Bert: In the Spider Woman, you then talk about the life/death/life cycle and the seven stages of soul loving. One of the issues that comes up for men and women alike is man’s fear of reluctance to make a commitment.

Dr. Estés: No, it is not a fear of making a commitment. It is a fear of facing death. If a man wants to love a woman, he has to be willing to die. He must be willing to go through the life/death/life cycle. I think it’s a misnomer to despair over the lack of commitment on the part of men, because there are plenty of women who will not commit their true self to a relationship. They make a commitment of the false self to the relationship. Some men are not to ready pursue that and wonder why things don’t feel quite right.

Bert: In your La Llorona story, the modern version about the polluted river, you talk about women giving up their creativity as they focus on acquiring material things. I saw that as coming up for men too, men that are victims of the breadwinner myth, who define themselves in terms of material success.

Dr. Estés: Oh, yes. I want to be clear that I have no doubt in my mind that men have suffered terribly. No doubt. That men have suffered with bad marriages, bad mothers, bad fathers. I’m not ever going to stand in this river and say only the people on this side have suffered. If you are alive, you have suffered.

Many years ago when I wrote my doctoral dissertation, a man told me that his family touched his money and never touched him. They touched the dollar bills coming out of his wallet day after day, week after week. They touched it, they loved it, they folded it, they put it next to their bodies. They carried it around, but they never touched him. And I felt my heart broke because of the truth of it, that men have never been touched. People will come to daddy, “Oh, daddy, give me this.” “Oh, daddy, give me that.” “Daddy, give me new boots.” “Daddy, give me a new car.” “Daddy, give me.” The daddy stands at the door and doles things out. Maybe he would touch fingertips with them over the money. If he got a hug, it was because he was buying a new set of mag wheels or a new prom dress or something. So his whole currency, psychological currency, was all around making money and giving it or not giving it.

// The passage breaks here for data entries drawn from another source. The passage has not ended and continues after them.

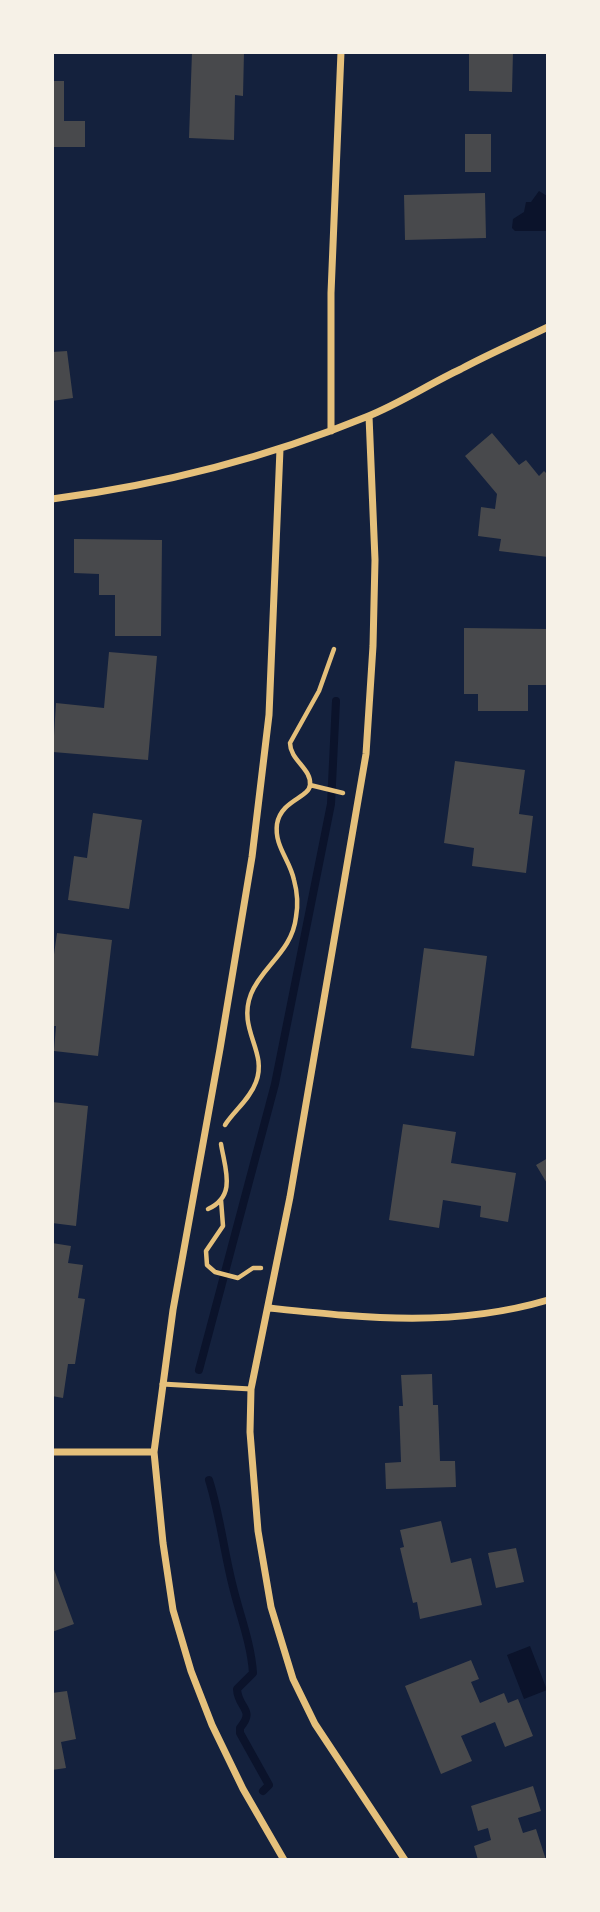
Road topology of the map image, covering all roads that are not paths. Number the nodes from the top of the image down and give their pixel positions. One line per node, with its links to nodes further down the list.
1 (341, 52): 4 (street)
2 (548, 327): 3 (street)
3 (369, 416): 4 (street); 8 (street)
4 (331, 431): 5 (street)
5 (281, 449): 6 (street); 9 (street)
6 (52, 499)
7 (548, 1300): 8 (street)
8 (269, 1308): 10 (street)
9 (162, 1384): 10 (lane); 12 (street)
10 (251, 1388): 14 (street)
11 (52, 1452): 12 (street)
12 (154, 1452): 13 (street)
13 (284, 1860)
14 (405, 1860)

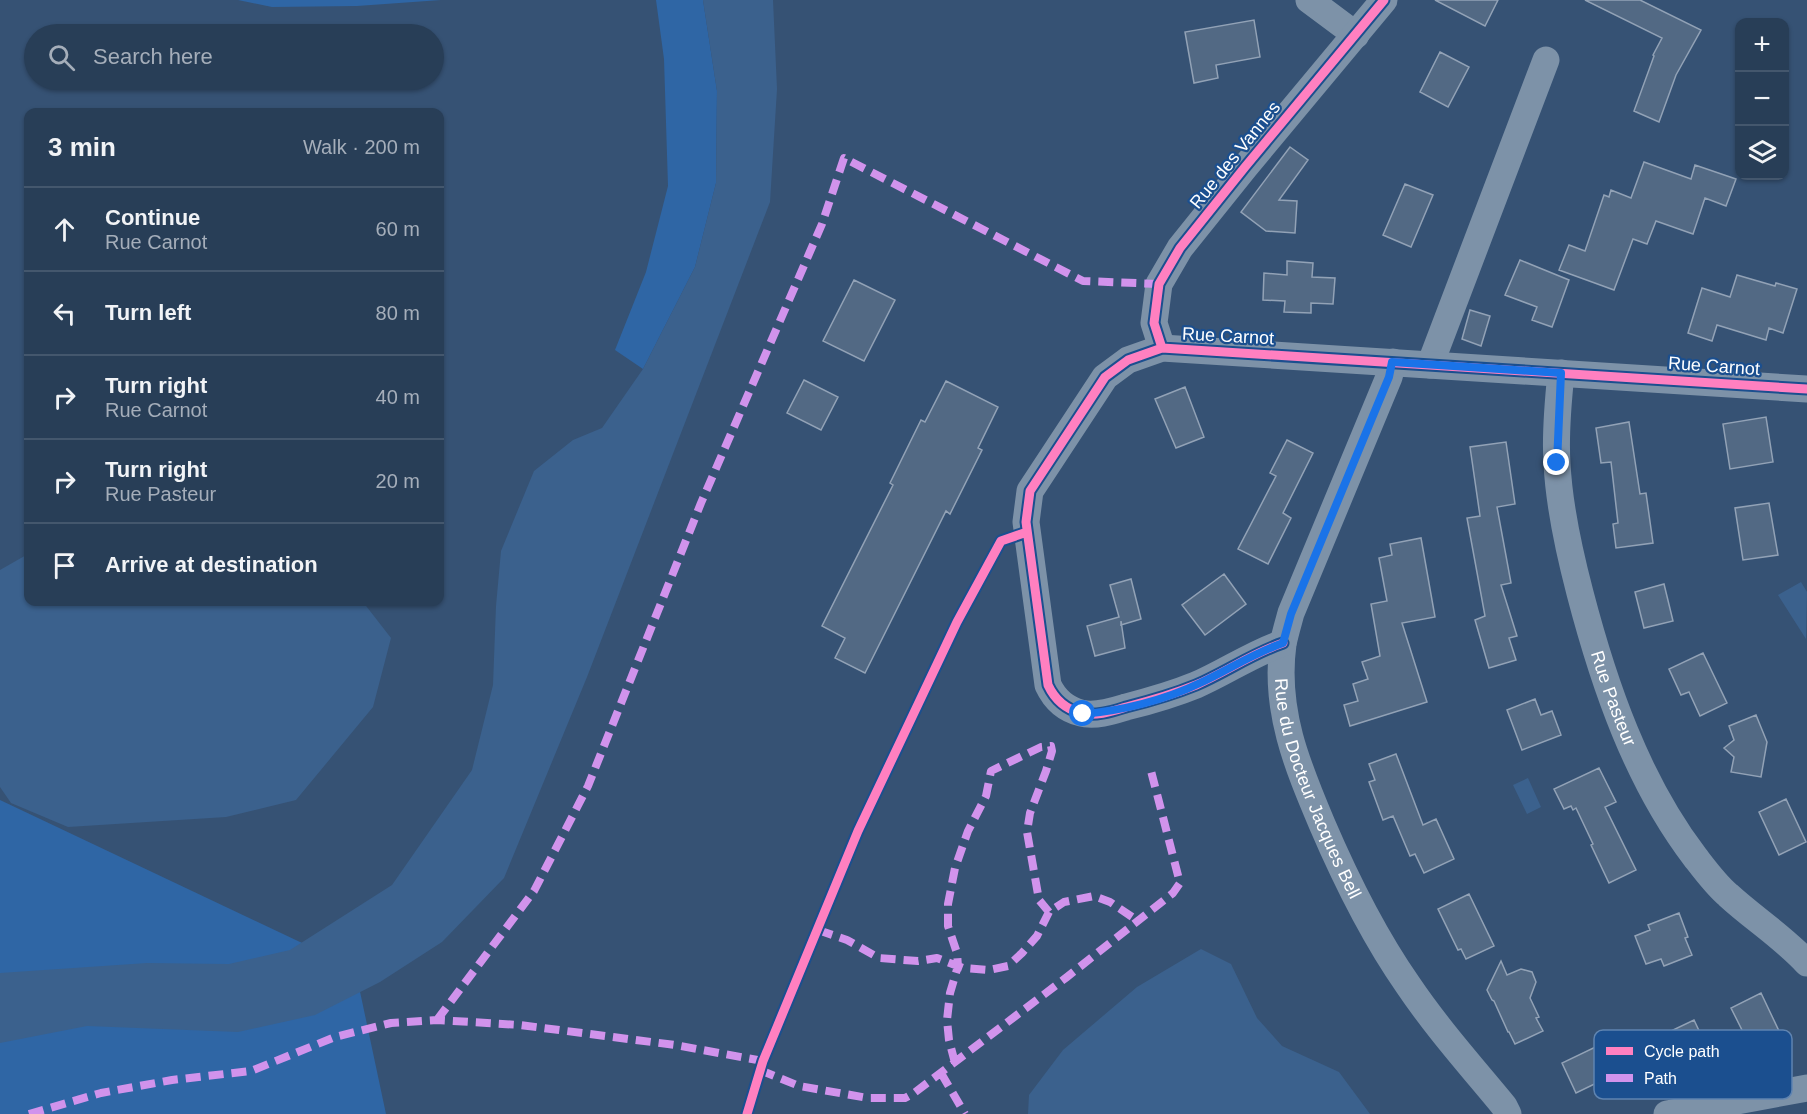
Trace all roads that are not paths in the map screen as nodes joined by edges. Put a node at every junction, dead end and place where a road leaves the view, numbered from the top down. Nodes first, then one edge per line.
1 (1310, 0) edge
2 (1384, 0) edge
3 (1356, 35) junction
4 (1546, 60) dead end
5 (1162, 348) junction
6 (1392, 362) junction
7 (1430, 365) junction
8 (1561, 373) junction
9 (1807, 388) edge
10 (1283, 643) junction
11 (1807, 963) edge
12 (1807, 1088) edge
13 (1792, 1091) edge
14 (1748, 1099) edge
15 (1508, 1114) edge
16 (1667, 1114) edge

1 - 3 street
2 - 3 street, Rue des Vannes
3 - 5 street, Rue des Vannes
4 - 7 street
5 - 6 street, Rue Carnot
5 - 10 street, Rue Carnot
6 - 7 street, Rue Carnot
6 - 10 street, Rue du Docteur Jacques Bell
7 - 8 street, Rue Carnot
8 - 9 street, Rue Carnot
8 - 11 street, Rue Pasteur
10 - 15 street, Rue du Docteur Jacques Bell
12 - 13 street
14 - 16 street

Bert: Let’s talk about men’s drumming. In your book you talk about drumming, singing, and chanting to call us to ourselves.

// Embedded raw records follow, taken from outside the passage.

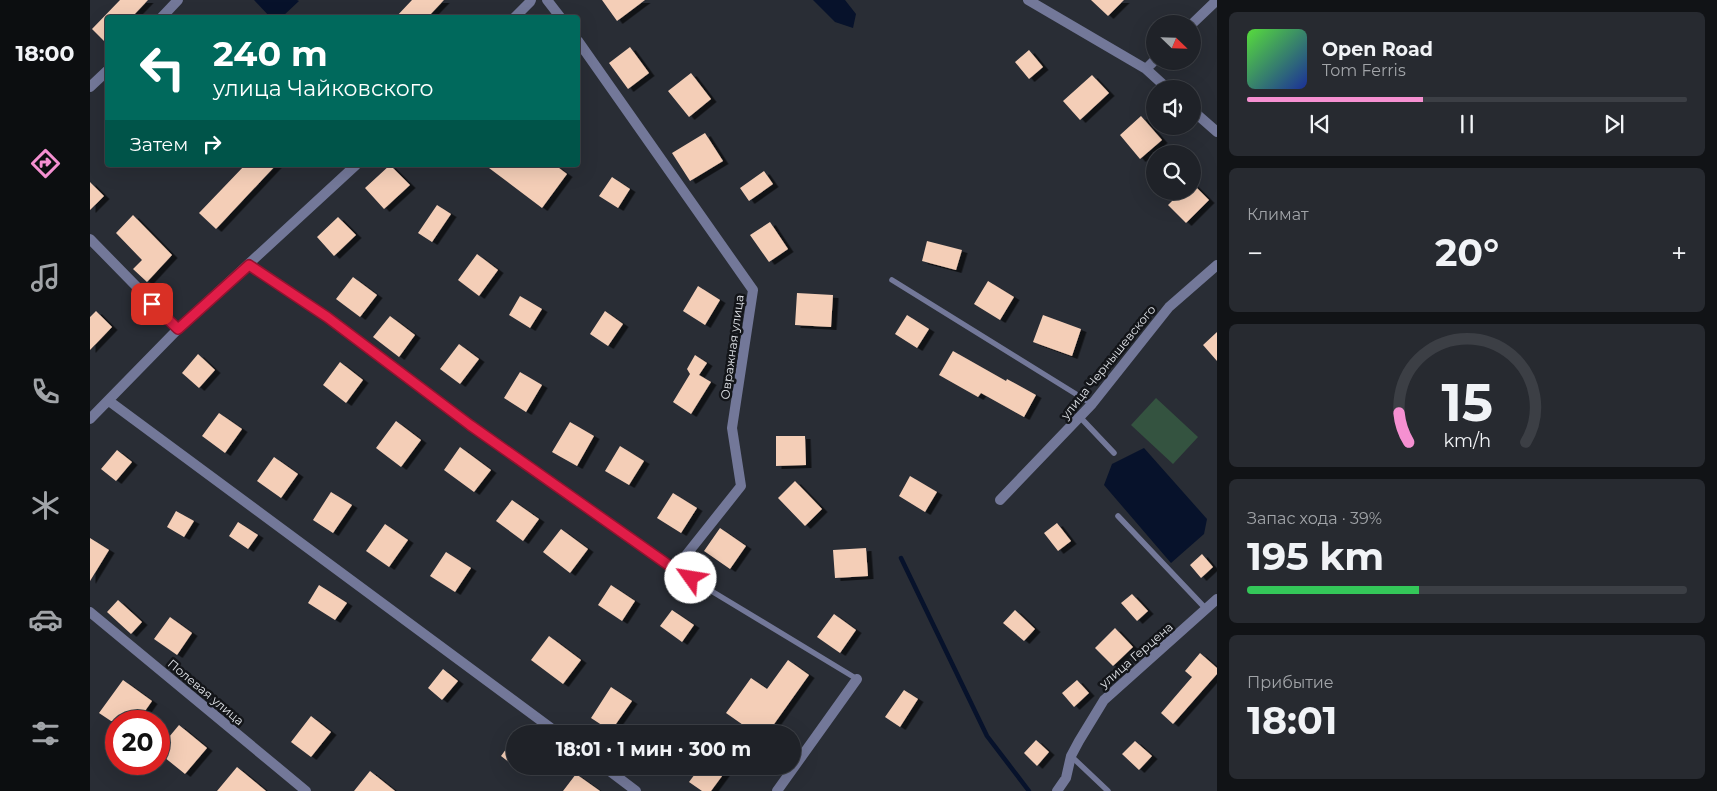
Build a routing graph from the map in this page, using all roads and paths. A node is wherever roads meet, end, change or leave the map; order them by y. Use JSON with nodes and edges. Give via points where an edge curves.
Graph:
{"nodes":[{"id":1,"x":178,"y":0,"type":"edge"},
{"id":2,"x":531,"y":0,"type":"edge"},
{"id":3,"x":546,"y":0,"type":"edge"},
{"id":4,"x":1028,"y":0,"type":"edge"},
{"id":5,"x":1217,"y":0,"type":"edge"},
{"id":6,"x":164,"y":15,"type":"edge"},
{"id":7,"x":517,"y":15,"type":"edge"},
{"id":8,"x":558,"y":15,"type":"edge"},
{"id":9,"x":1201,"y":15,"type":"edge"},
{"id":10,"x":580,"y":44,"type":"edge"},
{"id":11,"x":1146,"y":69,"type":"edge"},
{"id":12,"x":1147,"y":70,"type":"edge"},
{"id":13,"x":105,"y":73,"type":"edge"},
{"id":14,"x":1158,"y":80,"type":"edge"},
{"id":15,"x":90,"y":87,"type":"edge"},
{"id":16,"x":1201,"y":118,"type":"edge"},
{"id":17,"x":1217,"y":132,"type":"edge"},
{"id":18,"x":354,"y":167,"type":"edge"},
{"id":19,"x":90,"y":239,"type":"edge"},
{"id":20,"x":249,"y":265,"type":"junction"},
{"id":21,"x":1217,"y":265,"type":"edge"},
{"id":22,"x":892,"y":280,"type":"dead end"},
{"id":23,"x":178,"y":329,"type":"junction"},
{"id":24,"x":109,"y":401,"type":"junction"},
{"id":25,"x":1092,"y":404,"type":"junction"},
{"id":26,"x":1079,"y":416,"type":"junction"},
{"id":27,"x":90,"y":419,"type":"edge"},
{"id":28,"x":1114,"y":453,"type":"dead end"},
{"id":29,"x":1000,"y":500,"type":"dead end"},
{"id":30,"x":1118,"y":516,"type":"dead end"},
{"id":31,"x":674,"y":569,"type":"junction"},
{"id":32,"x":1217,"y":599,"type":"edge"},
{"id":33,"x":1206,"y":610,"type":"junction"},
{"id":34,"x":90,"y":612,"type":"edge"},
{"id":35,"x":857,"y":679,"type":"joint"},
{"id":36,"x":546,"y":725,"type":"edge"},
{"id":37,"x":1071,"y":756,"type":"junction"},
{"id":38,"x":614,"y":775,"type":"edge"},
{"id":39,"x":306,"y":791,"type":"edge"},
{"id":40,"x":636,"y":791,"type":"edge"},
{"id":41,"x":777,"y":791,"type":"edge"},
{"id":42,"x":1057,"y":791,"type":"edge"},
{"id":43,"x":1108,"y":791,"type":"edge"}],
"edges":[{"from":1,"to":6,"type":"street"},
{"from":2,"to":7,"type":"street"},
{"from":3,"to":8,"type":"street"},
{"from":4,"to":11,"type":"street"},
{"from":5,"to":9,"type":"street"},
{"from":10,"to":31,"type":"street","name":"Овражная улица","via":[[753,290],[732,428],[741,486]]},
{"from":12,"to":14,"type":"street"},
{"from":13,"to":15,"type":"street"},
{"from":16,"to":17,"type":"street"},
{"from":18,"to":20,"type":"street"},
{"from":19,"to":23,"type":"street"},
{"from":20,"to":23,"type":"street"},
{"from":20,"to":31,"type":"lane","via":[[327,317],[470,425]]},
{"from":21,"to":25,"type":"street","name":"улица Чернышевского","via":[[1169,307]]},
{"from":22,"to":25,"type":"lane"},
{"from":23,"to":24,"type":"street"},
{"from":24,"to":27,"type":"street"},
{"from":24,"to":36,"type":"street"},
{"from":25,"to":26,"type":"street","name":"улица Чернышевского"},
{"from":26,"to":28,"type":"lane"},
{"from":26,"to":29,"type":"street","name":"улица Чернышевского"},
{"from":30,"to":33,"type":"lane"},
{"from":31,"to":35,"type":"lane"},
{"from":32,"to":33,"type":"street","name":"улица Герцена"},
{"from":33,"to":37,"type":"street","name":"улица Герцена","via":[[1104,700]]},
{"from":34,"to":39,"type":"street","name":"Полевая улица"},
{"from":35,"to":41,"type":"street"},
{"from":37,"to":42,"type":"street","name":"улица Герцена","via":[[1066,778]]},
{"from":37,"to":43,"type":"lane"},
{"from":38,"to":40,"type":"street"}]}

Dr. Estés: I like drums. I cannot remember a time as a child not making a drum out of a tree trunk that was fallen. Or out of the bucket, the tin bucket that carries sand at the beach. It seems to be a natural music that is accessible to all people, that probably has something to do with the basic heart beat. Not just of humans, but the entire earth — the thing that throbs under the ground.

Bert: I have a feeling sometimes that what I think I am seeing in men’s drumming is perhaps that drumming and chanting is the only way that some men can get beyond the head and the intellectual and getting in touch with their feelings.

Dr. Estéés: I am a Catholic, and drumming and chanting feel so familiar to me. That has never been an issue for me. I’m surprised that they don’t have incense and bells and holy communion in the midst of all that drumming. This is what Mass has always been about . It’s chanting, the Gregorian Chant, the rhythm of the bells, the music of the great pipe organ, the singing of the choir. All those things do not feel alien to me. But to a person who has no religion, it might. You know, to a cynic. Cynicism is the opposite of soulful. Cynicism means the conduit to the soul has a great kink in it, like a garden hose in which nothing flows in either direction. That’s what makes cynicism. If those conduits are open, you cannot be cynical.

Bert: I can’t think of a better way to end this interview than a passage from the end of your book. “The fact that both the handless maiden and the king suffer through the same seven-year-long initiation is the common ground between feminine and masculine. It gives us a strong idea that instead of antagonism between these two forces, there can be profound love, especially if it is rooted in the seeking of one’s own self.”